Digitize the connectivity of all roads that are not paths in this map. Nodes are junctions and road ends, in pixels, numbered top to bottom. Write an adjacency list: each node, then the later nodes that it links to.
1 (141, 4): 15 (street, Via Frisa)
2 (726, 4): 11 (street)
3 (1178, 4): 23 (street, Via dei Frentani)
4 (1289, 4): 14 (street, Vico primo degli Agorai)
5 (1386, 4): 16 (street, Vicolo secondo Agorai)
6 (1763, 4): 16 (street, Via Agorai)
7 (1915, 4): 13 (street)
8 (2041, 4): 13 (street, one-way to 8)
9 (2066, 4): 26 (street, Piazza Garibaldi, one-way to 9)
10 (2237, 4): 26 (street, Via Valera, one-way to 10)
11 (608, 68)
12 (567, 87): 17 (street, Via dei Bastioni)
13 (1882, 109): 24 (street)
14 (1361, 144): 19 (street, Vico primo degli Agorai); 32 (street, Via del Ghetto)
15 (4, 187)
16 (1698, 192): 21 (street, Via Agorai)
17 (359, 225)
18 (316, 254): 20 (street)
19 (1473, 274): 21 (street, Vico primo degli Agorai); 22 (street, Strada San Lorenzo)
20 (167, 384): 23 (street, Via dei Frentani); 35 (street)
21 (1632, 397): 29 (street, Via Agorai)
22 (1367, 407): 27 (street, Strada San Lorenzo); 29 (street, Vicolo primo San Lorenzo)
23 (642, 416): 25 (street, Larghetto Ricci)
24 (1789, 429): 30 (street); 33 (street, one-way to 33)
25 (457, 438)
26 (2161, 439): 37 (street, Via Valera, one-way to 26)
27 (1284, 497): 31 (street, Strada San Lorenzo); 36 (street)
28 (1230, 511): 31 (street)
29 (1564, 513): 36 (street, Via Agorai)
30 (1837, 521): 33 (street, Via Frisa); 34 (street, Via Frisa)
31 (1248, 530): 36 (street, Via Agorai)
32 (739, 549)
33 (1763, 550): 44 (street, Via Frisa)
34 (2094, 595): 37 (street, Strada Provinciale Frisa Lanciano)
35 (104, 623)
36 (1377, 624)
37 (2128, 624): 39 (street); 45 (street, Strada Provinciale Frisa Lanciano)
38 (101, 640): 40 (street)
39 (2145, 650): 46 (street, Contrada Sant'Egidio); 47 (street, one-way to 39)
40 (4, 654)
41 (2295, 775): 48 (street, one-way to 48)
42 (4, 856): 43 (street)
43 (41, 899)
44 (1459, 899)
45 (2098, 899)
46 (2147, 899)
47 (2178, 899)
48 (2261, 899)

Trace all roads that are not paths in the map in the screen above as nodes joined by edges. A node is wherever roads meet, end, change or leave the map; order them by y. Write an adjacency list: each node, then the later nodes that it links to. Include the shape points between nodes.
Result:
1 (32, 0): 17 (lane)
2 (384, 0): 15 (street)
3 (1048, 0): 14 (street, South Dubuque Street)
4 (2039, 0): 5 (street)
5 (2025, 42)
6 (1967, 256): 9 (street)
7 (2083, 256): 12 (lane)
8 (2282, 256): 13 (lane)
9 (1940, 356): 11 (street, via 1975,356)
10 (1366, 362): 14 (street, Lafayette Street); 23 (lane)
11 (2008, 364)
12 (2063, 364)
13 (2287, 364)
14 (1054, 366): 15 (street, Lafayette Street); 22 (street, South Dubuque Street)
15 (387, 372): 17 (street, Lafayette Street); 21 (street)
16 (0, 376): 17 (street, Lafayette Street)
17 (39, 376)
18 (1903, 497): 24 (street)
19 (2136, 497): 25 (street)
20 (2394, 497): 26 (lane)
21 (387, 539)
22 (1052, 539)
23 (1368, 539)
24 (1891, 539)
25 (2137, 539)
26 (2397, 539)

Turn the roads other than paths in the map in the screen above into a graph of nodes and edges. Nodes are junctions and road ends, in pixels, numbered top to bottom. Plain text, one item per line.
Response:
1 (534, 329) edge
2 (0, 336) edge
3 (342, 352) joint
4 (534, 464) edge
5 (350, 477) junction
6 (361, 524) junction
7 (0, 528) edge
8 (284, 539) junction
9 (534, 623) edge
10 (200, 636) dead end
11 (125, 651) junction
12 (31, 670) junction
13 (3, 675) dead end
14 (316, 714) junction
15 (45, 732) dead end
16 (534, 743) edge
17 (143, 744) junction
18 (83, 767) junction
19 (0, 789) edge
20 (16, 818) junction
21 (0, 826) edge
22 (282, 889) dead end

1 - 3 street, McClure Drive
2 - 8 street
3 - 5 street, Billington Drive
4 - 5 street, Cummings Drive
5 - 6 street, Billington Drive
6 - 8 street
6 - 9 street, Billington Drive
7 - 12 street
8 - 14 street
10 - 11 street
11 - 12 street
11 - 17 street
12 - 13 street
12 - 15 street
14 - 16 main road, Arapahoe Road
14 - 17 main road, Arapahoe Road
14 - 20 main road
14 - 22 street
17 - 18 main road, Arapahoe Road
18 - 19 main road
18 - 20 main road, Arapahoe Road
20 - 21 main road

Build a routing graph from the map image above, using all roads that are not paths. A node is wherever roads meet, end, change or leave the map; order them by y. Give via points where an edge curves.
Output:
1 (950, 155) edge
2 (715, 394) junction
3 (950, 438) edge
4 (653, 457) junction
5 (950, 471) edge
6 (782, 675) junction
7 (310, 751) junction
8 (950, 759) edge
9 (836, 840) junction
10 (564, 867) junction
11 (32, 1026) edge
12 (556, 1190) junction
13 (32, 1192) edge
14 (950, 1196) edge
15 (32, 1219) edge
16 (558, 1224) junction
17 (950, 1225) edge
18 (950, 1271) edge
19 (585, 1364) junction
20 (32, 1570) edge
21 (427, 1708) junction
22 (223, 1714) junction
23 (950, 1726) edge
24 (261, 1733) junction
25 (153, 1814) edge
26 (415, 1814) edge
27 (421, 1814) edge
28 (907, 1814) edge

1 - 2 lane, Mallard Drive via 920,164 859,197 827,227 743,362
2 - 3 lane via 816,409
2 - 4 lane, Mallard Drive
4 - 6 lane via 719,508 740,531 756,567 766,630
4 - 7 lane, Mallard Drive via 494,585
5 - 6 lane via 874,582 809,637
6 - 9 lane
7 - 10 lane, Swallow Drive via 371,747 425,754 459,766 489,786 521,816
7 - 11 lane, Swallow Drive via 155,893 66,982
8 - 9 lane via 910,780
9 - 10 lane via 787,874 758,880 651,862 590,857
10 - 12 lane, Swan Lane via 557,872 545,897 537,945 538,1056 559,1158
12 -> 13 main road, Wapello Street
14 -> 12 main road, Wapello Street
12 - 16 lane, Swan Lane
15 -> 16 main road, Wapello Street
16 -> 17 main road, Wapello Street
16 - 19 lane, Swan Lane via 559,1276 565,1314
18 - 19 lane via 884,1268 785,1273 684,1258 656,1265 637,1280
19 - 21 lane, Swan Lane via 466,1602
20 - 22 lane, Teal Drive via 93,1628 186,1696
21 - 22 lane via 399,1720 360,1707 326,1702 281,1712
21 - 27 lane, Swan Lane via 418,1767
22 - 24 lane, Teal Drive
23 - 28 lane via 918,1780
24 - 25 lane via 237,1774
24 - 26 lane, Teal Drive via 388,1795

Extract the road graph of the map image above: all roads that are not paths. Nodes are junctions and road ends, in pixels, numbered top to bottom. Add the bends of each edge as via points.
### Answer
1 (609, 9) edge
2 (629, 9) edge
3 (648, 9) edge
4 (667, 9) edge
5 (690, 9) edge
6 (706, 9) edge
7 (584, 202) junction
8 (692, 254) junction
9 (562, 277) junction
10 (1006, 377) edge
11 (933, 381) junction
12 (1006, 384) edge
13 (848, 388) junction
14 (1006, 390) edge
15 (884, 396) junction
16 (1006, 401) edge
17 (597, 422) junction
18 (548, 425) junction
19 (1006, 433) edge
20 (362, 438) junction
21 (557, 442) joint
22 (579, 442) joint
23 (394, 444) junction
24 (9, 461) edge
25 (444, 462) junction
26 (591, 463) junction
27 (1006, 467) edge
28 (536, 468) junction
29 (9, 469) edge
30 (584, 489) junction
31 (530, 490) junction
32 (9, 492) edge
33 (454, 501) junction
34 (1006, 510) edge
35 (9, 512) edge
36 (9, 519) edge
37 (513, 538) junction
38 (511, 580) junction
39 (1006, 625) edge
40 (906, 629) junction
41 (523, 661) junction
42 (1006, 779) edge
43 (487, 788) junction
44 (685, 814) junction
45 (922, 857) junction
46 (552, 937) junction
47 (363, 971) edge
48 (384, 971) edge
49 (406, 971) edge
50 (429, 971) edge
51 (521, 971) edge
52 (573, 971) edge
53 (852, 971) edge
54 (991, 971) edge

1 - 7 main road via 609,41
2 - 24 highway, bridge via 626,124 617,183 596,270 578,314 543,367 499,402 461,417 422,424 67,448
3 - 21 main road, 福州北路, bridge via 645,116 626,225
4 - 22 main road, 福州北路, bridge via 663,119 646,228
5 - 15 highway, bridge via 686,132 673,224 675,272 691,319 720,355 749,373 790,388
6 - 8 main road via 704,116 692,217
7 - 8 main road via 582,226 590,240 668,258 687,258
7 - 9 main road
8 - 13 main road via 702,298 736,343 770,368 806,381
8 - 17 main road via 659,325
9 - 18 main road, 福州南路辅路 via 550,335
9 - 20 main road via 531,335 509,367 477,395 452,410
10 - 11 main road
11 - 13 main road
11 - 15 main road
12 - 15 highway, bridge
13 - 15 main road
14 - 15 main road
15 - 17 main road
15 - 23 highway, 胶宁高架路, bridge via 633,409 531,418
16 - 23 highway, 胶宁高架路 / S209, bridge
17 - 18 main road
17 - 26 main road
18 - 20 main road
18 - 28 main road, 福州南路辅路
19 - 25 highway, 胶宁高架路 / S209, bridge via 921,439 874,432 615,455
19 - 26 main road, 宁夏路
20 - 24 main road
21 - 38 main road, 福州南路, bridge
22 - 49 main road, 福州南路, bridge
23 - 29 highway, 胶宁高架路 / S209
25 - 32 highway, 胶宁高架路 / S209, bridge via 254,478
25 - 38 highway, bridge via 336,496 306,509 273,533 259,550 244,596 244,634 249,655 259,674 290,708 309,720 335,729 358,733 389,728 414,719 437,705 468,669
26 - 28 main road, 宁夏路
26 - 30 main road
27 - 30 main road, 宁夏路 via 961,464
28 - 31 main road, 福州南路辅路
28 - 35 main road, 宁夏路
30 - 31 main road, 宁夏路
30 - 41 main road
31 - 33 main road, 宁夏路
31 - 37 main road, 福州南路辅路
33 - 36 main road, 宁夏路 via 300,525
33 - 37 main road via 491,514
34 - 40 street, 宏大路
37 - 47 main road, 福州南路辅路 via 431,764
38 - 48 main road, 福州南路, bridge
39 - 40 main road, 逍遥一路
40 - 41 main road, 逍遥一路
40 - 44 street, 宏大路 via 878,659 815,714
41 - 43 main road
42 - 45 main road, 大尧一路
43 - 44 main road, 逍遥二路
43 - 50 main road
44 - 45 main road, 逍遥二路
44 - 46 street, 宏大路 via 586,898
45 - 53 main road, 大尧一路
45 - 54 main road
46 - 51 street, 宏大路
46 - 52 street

Exercise directions:
Copy each line from the entries above that has the word "Vicolo" in it.

Response to the exercise:
5 (1386, 4): 16 (street, Vicolo secondo Agorai)
22 (1367, 407): 27 (street, Strada San Lorenzo); 29 (street, Vicolo primo San Lorenzo)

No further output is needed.